▸ Excerpted records:
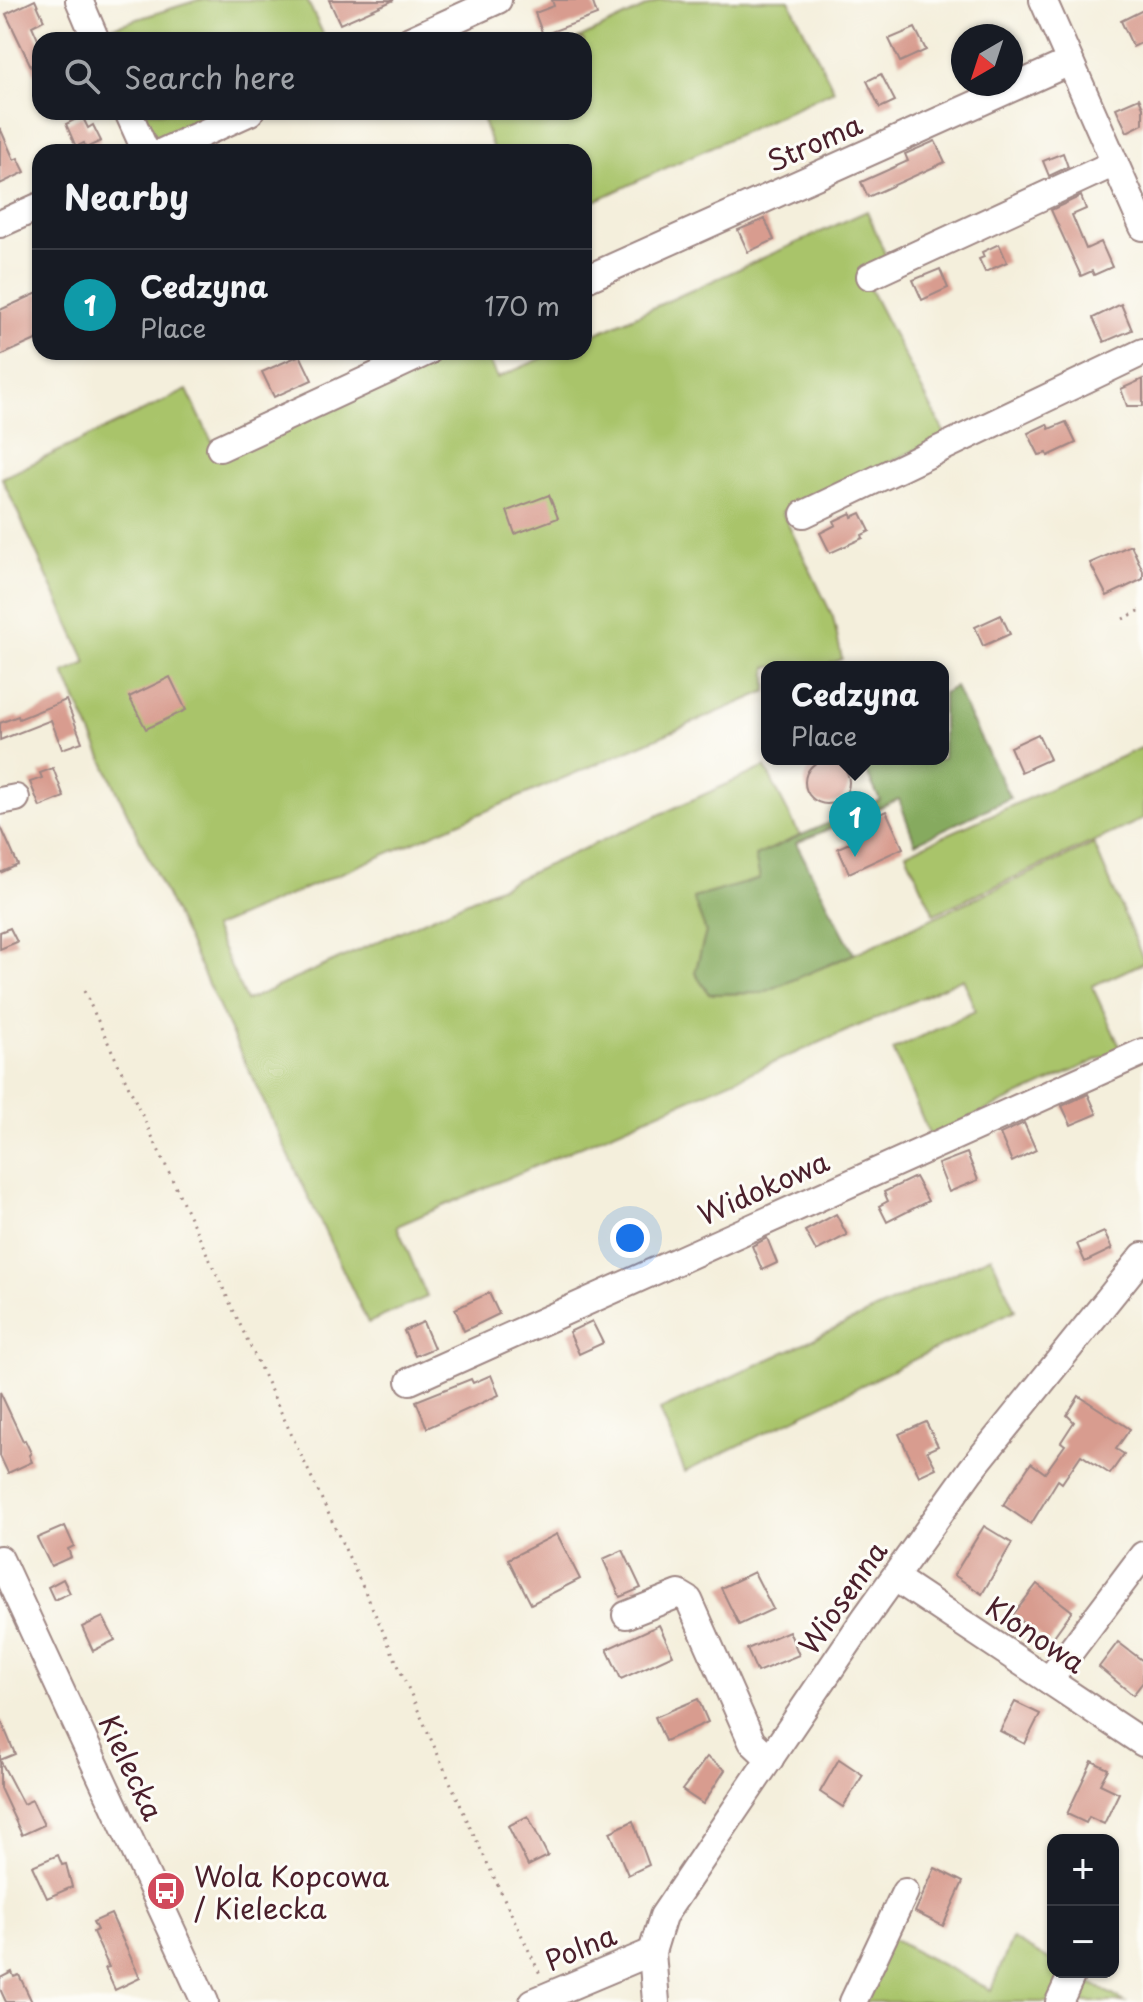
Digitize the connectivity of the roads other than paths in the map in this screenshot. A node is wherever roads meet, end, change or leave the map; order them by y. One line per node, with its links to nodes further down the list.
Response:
1 (79, 0): 4 (street)
2 (498, 0): 5 (street)
3 (1043, 0): 6 (street)
4 (93, 32)
5 (428, 32)
6 (1070, 62): 11 (street); 15 (street, Stroma)
7 (132, 120): 9 (street)
8 (232, 120): 10 (street)
9 (142, 144)
10 (180, 144)
11 (1115, 163): 14 (street); 16 (street)
12 (32, 210): 13 (street)
13 (0, 224)
14 (1143, 227)
15 (592, 276)
16 (870, 276)
17 (1143, 352): 20 (street)
18 (410, 360): 19 (street)
19 (220, 448)
20 (804, 514)
21 (1143, 1052): 23 (street, Widokowa)
22 (1143, 1256): 26 (street, Wiosenna)
23 (410, 1381)
24 (1143, 1555): 28 (street)
25 (0, 1559): 35 (street, Kielecka)
26 (895, 1578): 28 (street, Klonowa); 30 (street, Wiosenna)
27 (626, 1615): 30 (street)
28 (1049, 1680): 29 (street, Klonowa)
29 (1143, 1743)
30 (770, 1759): 32 (street, Wiosenna)
31 (905, 1892): 37 (street)
32 (652, 1952): 34 (street, Polna); 36 (street, Wiosenna)
33 (1070, 1978): 38 (street)
34 (542, 1998)
35 (205, 2002)
36 (656, 2002)
37 (853, 2002)
38 (1059, 2002)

▸ Problem description: Everything in the entries above should be returned exactly, apart from the pictures.

▸ Exercise result:
Digitize the connectivity of the roads other than paths in the map in this screenshot. A node is wherever roads meet, end, change or leave the map; order them by y. One line per node, with its links to nodes further down the list.
Response:
1 (79, 0): 4 (street)
2 (498, 0): 5 (street)
3 (1043, 0): 6 (street)
4 (93, 32)
5 (428, 32)
6 (1070, 62): 11 (street); 15 (street, Stroma)
7 (132, 120): 9 (street)
8 (232, 120): 10 (street)
9 (142, 144)
10 (180, 144)
11 (1115, 163): 14 (street); 16 (street)
12 (32, 210): 13 (street)
13 (0, 224)
14 (1143, 227)
15 (592, 276)
16 (870, 276)
17 (1143, 352): 20 (street)
18 (410, 360): 19 (street)
19 (220, 448)
20 (804, 514)
21 (1143, 1052): 23 (street, Widokowa)
22 (1143, 1256): 26 (street, Wiosenna)
23 (410, 1381)
24 (1143, 1555): 28 (street)
25 (0, 1559): 35 (street, Kielecka)
26 (895, 1578): 28 (street, Klonowa); 30 (street, Wiosenna)
27 (626, 1615): 30 (street)
28 (1049, 1680): 29 (street, Klonowa)
29 (1143, 1743)
30 (770, 1759): 32 (street, Wiosenna)
31 (905, 1892): 37 (street)
32 (652, 1952): 34 (street, Polna); 36 (street, Wiosenna)
33 (1070, 1978): 38 (street)
34 (542, 1998)
35 (205, 2002)
36 (656, 2002)
37 (853, 2002)
38 (1059, 2002)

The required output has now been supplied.